Di sole, treni, partenze e Campari.

Forse è stato quel giorno in cui ho guardato il cielo e mi sono maledetta per aver lasciato di nuovo gli occhiali da sole a casa.


Seduta al bar della stazione, cercando di sudare meno vistosamente del calice tondeggiante che innalza il mio Campari ad un livello di happy hour cui solo le bollicine solitamente tendono. Controllo l’agenda, quella fisica, con le pagine di carta spessa, che quella digitale non la so usare. Non so usare neanche questa, le pagine spesse restano bianche, spesso, e non perché non ho nulla da fare! È che riesco a ricordarmi date, appuntamenti, impegni e scadenze tutto a mente. Così come mi ricordo di appuntare tutto sull’agenda, e le pagine restano bianche. Non prendo il treno mai, per scelta, ne ho una paura imbarazzante. Mi piace star qui, sentirli arrivare e svuotarsi e poi di nuovo ingozzarsi di vite e lentamente ripartire. Io no, non sono cibo per treni. Sfoglio distrattamente il giornale ed arriva. Di colpo. Dal nulla. Una figura nera ma dai contorni nitidi e gialli come nella più perfetta delle eclissi si impossessa dello spazio tra me e il sole. Si sposta quasi subito e si siede accanto a me, accende una sigaretta e guardando il cielo all’ombra di scurissimi RayBan, che evidentemente non ha lasciato sul mobile dell’ingresso, mi fa: “Allora? Che dici?…”

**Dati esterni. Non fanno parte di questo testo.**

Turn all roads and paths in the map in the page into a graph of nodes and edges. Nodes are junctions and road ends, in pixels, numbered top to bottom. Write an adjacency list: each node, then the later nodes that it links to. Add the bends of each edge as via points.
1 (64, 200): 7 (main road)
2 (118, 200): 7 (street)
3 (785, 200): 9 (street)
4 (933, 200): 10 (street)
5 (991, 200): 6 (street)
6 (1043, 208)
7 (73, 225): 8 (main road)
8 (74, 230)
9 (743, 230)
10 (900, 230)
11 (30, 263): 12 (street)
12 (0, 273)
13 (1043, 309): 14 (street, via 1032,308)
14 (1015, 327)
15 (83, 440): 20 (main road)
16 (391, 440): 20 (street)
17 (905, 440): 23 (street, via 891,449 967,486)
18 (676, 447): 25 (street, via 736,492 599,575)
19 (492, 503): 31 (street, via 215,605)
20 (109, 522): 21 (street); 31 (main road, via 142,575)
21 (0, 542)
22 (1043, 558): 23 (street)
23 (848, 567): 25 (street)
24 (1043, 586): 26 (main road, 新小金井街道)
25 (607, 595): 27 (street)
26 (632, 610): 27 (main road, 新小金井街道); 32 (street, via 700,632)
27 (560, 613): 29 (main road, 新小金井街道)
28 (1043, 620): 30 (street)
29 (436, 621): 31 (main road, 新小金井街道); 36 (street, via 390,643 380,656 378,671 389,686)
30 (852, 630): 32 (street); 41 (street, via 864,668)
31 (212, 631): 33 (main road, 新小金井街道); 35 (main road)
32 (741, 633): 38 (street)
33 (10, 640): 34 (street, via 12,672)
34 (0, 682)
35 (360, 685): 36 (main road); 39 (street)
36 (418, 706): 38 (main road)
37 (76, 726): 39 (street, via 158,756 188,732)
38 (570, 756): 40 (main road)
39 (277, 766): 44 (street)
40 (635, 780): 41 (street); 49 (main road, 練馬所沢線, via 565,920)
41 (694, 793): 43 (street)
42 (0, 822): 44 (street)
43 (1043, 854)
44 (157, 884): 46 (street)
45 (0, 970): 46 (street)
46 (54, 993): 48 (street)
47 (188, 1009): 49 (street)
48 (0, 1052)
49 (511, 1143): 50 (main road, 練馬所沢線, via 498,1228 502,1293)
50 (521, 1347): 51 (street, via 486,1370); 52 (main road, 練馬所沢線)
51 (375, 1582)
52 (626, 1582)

I pensieri iniziano a turbinare, ho il disco di Newton in testa, in un attimo mille coloratissimi pensieri girano fino a diventare bianchi, puri, neutri, nulla, arriva il treno, lo sento fischiare. Ho mille cose da dire, lo so, sono interessante e anche molto intelligente, mia madre non fa che ripeterlo a tutte le sue amiche. Potrei dire questo, è una cosa simpatica da dire, io sono simpatica, e parlo, so parlare. Ma non lo faccio. Mi guardo intorno, cerco un appiglio, poi guardo il cielo. Anche il sole si sta nascondendo dietro nuvole trasparenti, poi un piccolo raggio si affaccia a vedere come sta andando. Punta dritto verso di me, lo guardo e mi accieca.

“Voglio i miei occhiali!”

Lo dico a voce alta mentre si alza e corre verso il treno affamato che sta ripartendo. Forse è stato quel giorno in cui ho guardato il cielo e mi sono maledetta per aver lasciato di nuovo gli occhiali da sole a casa che tutto è iniziato. Senza stupide domande e risposte da bambina capricciosa. O forse molto prima. Senza parole.